▸ REQUIREMENT: Exactly as written, return all the data, leaving its pictures behind.

▸ SOURCE DATA:

+ + + +

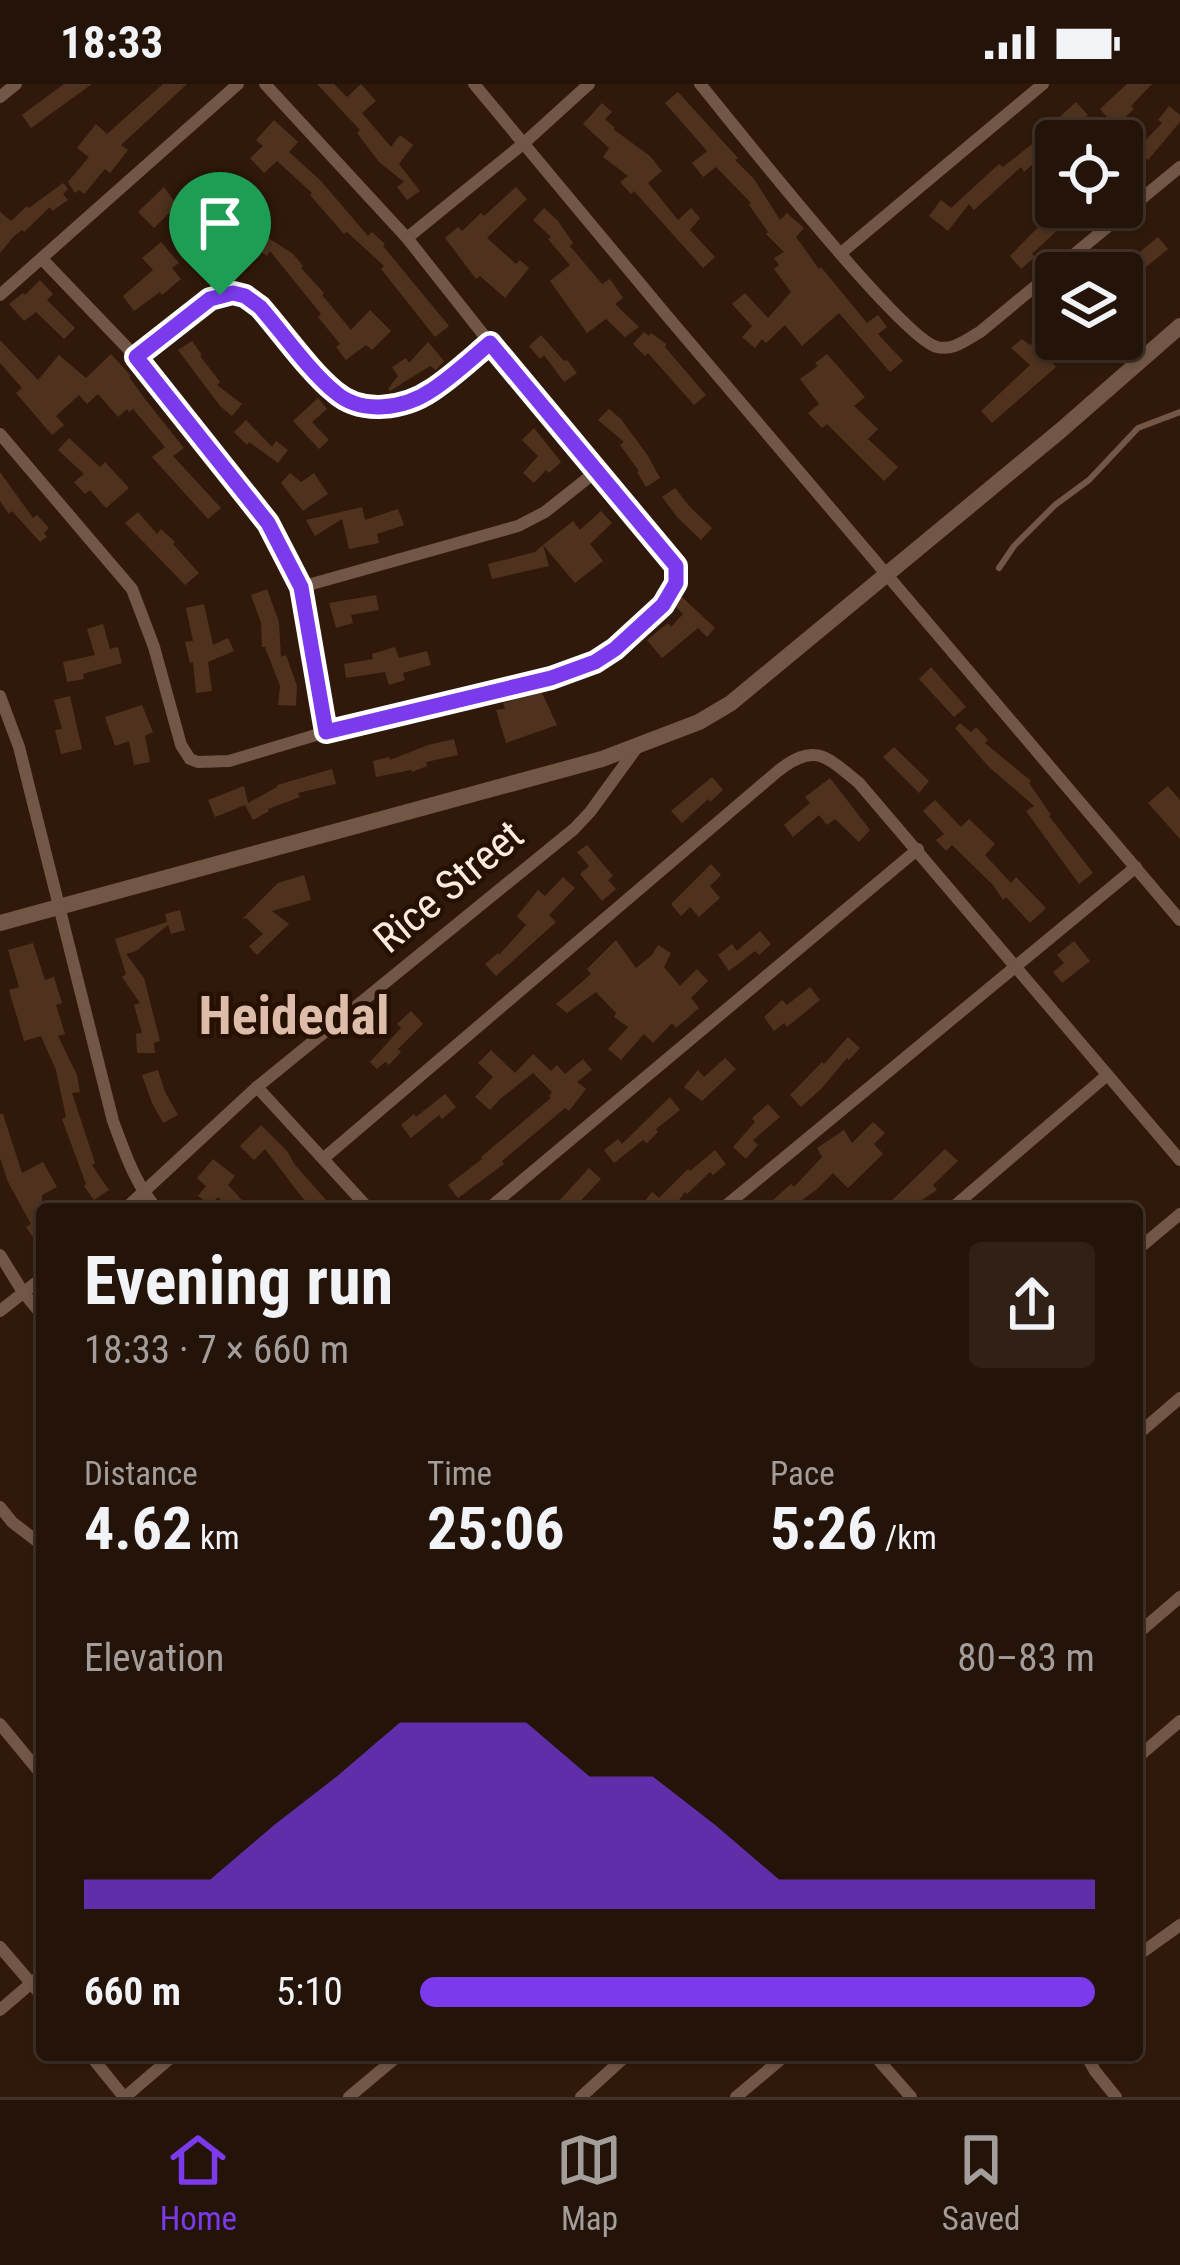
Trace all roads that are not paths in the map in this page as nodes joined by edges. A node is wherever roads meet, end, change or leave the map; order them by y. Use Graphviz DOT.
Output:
graph roads {
  1 [pos="16,84"];
  2 [pos="238,84"];
  3 [pos="265,84"];
  4 [pos="474,84"];
  5 [pos="589,84"];
  6 [pos="700,84"];
  7 [pos="1043,84"];
  8 [pos="0,98"];
  9 [pos="524,143"];
  10 [pos="1180,167"];
  11 [pos="407,238"];
  12 [pos="842,253"];
  13 [pos="42,259"];
  14 [pos="0,295"];
  15 [pos="1180,326"];
  16 [pos="490,343"];
  17 [pos="136,357"];
  18 [pos="1180,412"];
  19 [pos="0,434"];
  20 [pos="598,470"];
  21 [pos="998,568"];
  22 [pos="885,574"];
  23 [pos="301,587"];
  24 [pos="0,696"];
  25 [pos="326,732"];
  26 [pos="638,746"];
  27 [pos="918,849"];
  28 [pos="1136,867"];
  29 [pos="58,907"];
  30 [pos="1180,920"];
  31 [pos="0,922"];
  32 [pos="1013,966"];
  33 [pos="1106,1076"];
  34 [pos="257,1087"];
  35 [pos="325,1158"];
  36 [pos="1180,1160"];
  37 [pos="144,1193"];
  38 [pos="132,1203"];
  39 [pos="153,1203"];
  40 [pos="364,1203"];
  41 [pos="495,1203"];
  42 [pos="729,1203"];
  43 [pos="958,1203"];
  44 [pos="1180,1214"];
  45 [pos="1143,1245"];
  46 [pos="0,1256"];
  47 [pos="36,1282"];
  48 [pos="23,1292"];
  49 [pos="36,1308"];
  50 [pos="0,1311"];
  51 [pos="1180,1398"];
  52 [pos="1143,1430"];
  53 [pos="0,1507"];
  54 [pos="36,1540"];
  55 [pos="1180,1597"];
  56 [pos="1143,1629"];
  57 [pos="1180,1721"];
  58 [pos="0,1724"];
  59 [pos="1143,1752"];
  60 [pos="36,1768"];
  61 [pos="1180,1924"];
  62 [pos="0,1947"];
  63 [pos="1143,1951"];
  64 [pos="36,1977"];
  65 [pos="36,1979"];
  66 [pos="0,2010"];
  67 [pos="94,2061"];
  68 [pos="167,2061"];
  69 [pos="392,2061"];
  70 [pos="620,2061"];
  71 [pos="779,2061"];
  72 [pos="879,2061"];
  73 [pos="1089,2061"];
  74 [pos="124,2097"];
  75 [pos="349,2097"];
  76 [pos="581,2097"];
  77 [pos="736,2097"];
  78 [pos="910,2097"];
  79 [pos="1116,2097"];
  1 -- 8 [label="street"];
  2 -- 13 [label="street"];
  3 -- 11 [label="street"];
  4 -- 9 [label="street"];
  5 -- 9 [label="street"];
  6 -- 12 [label="street"];
  7 -- 12 [label="street"];
  9 -- 11 [label="street"];
  9 -- 22 [label="street"];
  10 -- 12 [label="street"];
  11 -- 16 [label="street"];
  13 -- 14 [label="street"];
  13 -- 17 [label="street"];
  15 -- 22 [label="street, Rice Street"];
  16 -- 17 [label="street"];
  16 -- 20 [label="street"];
  17 -- 23 [label="street"];
  18 -- 21 [label="lane"];
  19 -- 25 [label="street"];
  20 -- 23 [label="street"];
  20 -- 25 [label="street"];
  22 -- 26 [label="street, Rice Street"];
  22 -- 28 [label="street"];
  23 -- 25 [label="street"];
  24 -- 29 [label="street"];
  26 -- 29 [label="street, Rice Street"];
  26 -- 34 [label="street, Rice Street"];
  27 -- 32 [label="street"];
  27 -- 35 [label="street"];
  27 -- 41 [label="street"];
  28 -- 30 [label="street"];
  28 -- 32 [label="street"];
  29 -- 31 [label="street, Rice Street"];
  29 -- 37 [label="street"];
  32 -- 33 [label="street"];
  32 -- 42 [label="street"];
  33 -- 36 [label="street"];
  33 -- 43 [label="street"];
  34 -- 35 [label="street"];
  34 -- 37 [label="street, Rice Street"];
  35 -- 40 [label="street"];
  37 -- 38 [label="street, Rice Street"];
  37 -- 39 [label="street"];
  44 -- 45 [label="street"];
  46 -- 48 [label="street"];
  47 -- 48 [label="street"];
  48 -- 49 [label="street"];
  48 -- 50 [label="street"];
  51 -- 52 [label="street"];
  53 -- 54 [label="street"];
  55 -- 56 [label="street"];
  57 -- 59 [label="street"];
  58 -- 60 [label="street"];
  61 -- 63 [label="street"];
  62 -- 64 [label="street"];
  65 -- 66 [label="street"];
  67 -- 74 [label="street"];
  68 -- 74 [label="street"];
  69 -- 75 [label="street"];
  70 -- 76 [label="street"];
  71 -- 77 [label="street"];
  72 -- 78 [label="street"];
  73 -- 79 [label="street"];
}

+ + + +

▸ WRITTEN REPLY:
Trace all roads that are not paths in the map in this page as nodes joined by edges. A node is wherever roads meet, end, change or leave the map; order them by y. Use Graphviz DOT.
Output:
graph roads {
  1 [pos="16,84"];
  2 [pos="238,84"];
  3 [pos="265,84"];
  4 [pos="474,84"];
  5 [pos="589,84"];
  6 [pos="700,84"];
  7 [pos="1043,84"];
  8 [pos="0,98"];
  9 [pos="524,143"];
  10 [pos="1180,167"];
  11 [pos="407,238"];
  12 [pos="842,253"];
  13 [pos="42,259"];
  14 [pos="0,295"];
  15 [pos="1180,326"];
  16 [pos="490,343"];
  17 [pos="136,357"];
  18 [pos="1180,412"];
  19 [pos="0,434"];
  20 [pos="598,470"];
  21 [pos="998,568"];
  22 [pos="885,574"];
  23 [pos="301,587"];
  24 [pos="0,696"];
  25 [pos="326,732"];
  26 [pos="638,746"];
  27 [pos="918,849"];
  28 [pos="1136,867"];
  29 [pos="58,907"];
  30 [pos="1180,920"];
  31 [pos="0,922"];
  32 [pos="1013,966"];
  33 [pos="1106,1076"];
  34 [pos="257,1087"];
  35 [pos="325,1158"];
  36 [pos="1180,1160"];
  37 [pos="144,1193"];
  38 [pos="132,1203"];
  39 [pos="153,1203"];
  40 [pos="364,1203"];
  41 [pos="495,1203"];
  42 [pos="729,1203"];
  43 [pos="958,1203"];
  44 [pos="1180,1214"];
  45 [pos="1143,1245"];
  46 [pos="0,1256"];
  47 [pos="36,1282"];
  48 [pos="23,1292"];
  49 [pos="36,1308"];
  50 [pos="0,1311"];
  51 [pos="1180,1398"];
  52 [pos="1143,1430"];
  53 [pos="0,1507"];
  54 [pos="36,1540"];
  55 [pos="1180,1597"];
  56 [pos="1143,1629"];
  57 [pos="1180,1721"];
  58 [pos="0,1724"];
  59 [pos="1143,1752"];
  60 [pos="36,1768"];
  61 [pos="1180,1924"];
  62 [pos="0,1947"];
  63 [pos="1143,1951"];
  64 [pos="36,1977"];
  65 [pos="36,1979"];
  66 [pos="0,2010"];
  67 [pos="94,2061"];
  68 [pos="167,2061"];
  69 [pos="392,2061"];
  70 [pos="620,2061"];
  71 [pos="779,2061"];
  72 [pos="879,2061"];
  73 [pos="1089,2061"];
  74 [pos="124,2097"];
  75 [pos="349,2097"];
  76 [pos="581,2097"];
  77 [pos="736,2097"];
  78 [pos="910,2097"];
  79 [pos="1116,2097"];
  1 -- 8 [label="street"];
  2 -- 13 [label="street"];
  3 -- 11 [label="street"];
  4 -- 9 [label="street"];
  5 -- 9 [label="street"];
  6 -- 12 [label="street"];
  7 -- 12 [label="street"];
  9 -- 11 [label="street"];
  9 -- 22 [label="street"];
  10 -- 12 [label="street"];
  11 -- 16 [label="street"];
  13 -- 14 [label="street"];
  13 -- 17 [label="street"];
  15 -- 22 [label="street, Rice Street"];
  16 -- 17 [label="street"];
  16 -- 20 [label="street"];
  17 -- 23 [label="street"];
  18 -- 21 [label="lane"];
  19 -- 25 [label="street"];
  20 -- 23 [label="street"];
  20 -- 25 [label="street"];
  22 -- 26 [label="street, Rice Street"];
  22 -- 28 [label="street"];
  23 -- 25 [label="street"];
  24 -- 29 [label="street"];
  26 -- 29 [label="street, Rice Street"];
  26 -- 34 [label="street, Rice Street"];
  27 -- 32 [label="street"];
  27 -- 35 [label="street"];
  27 -- 41 [label="street"];
  28 -- 30 [label="street"];
  28 -- 32 [label="street"];
  29 -- 31 [label="street, Rice Street"];
  29 -- 37 [label="street"];
  32 -- 33 [label="street"];
  32 -- 42 [label="street"];
  33 -- 36 [label="street"];
  33 -- 43 [label="street"];
  34 -- 35 [label="street"];
  34 -- 37 [label="street, Rice Street"];
  35 -- 40 [label="street"];
  37 -- 38 [label="street, Rice Street"];
  37 -- 39 [label="street"];
  44 -- 45 [label="street"];
  46 -- 48 [label="street"];
  47 -- 48 [label="street"];
  48 -- 49 [label="street"];
  48 -- 50 [label="street"];
  51 -- 52 [label="street"];
  53 -- 54 [label="street"];
  55 -- 56 [label="street"];
  57 -- 59 [label="street"];
  58 -- 60 [label="street"];
  61 -- 63 [label="street"];
  62 -- 64 [label="street"];
  65 -- 66 [label="street"];
  67 -- 74 [label="street"];
  68 -- 74 [label="street"];
  69 -- 75 [label="street"];
  70 -- 76 [label="street"];
  71 -- 77 [label="street"];
  72 -- 78 [label="street"];
  73 -- 79 [label="street"];
}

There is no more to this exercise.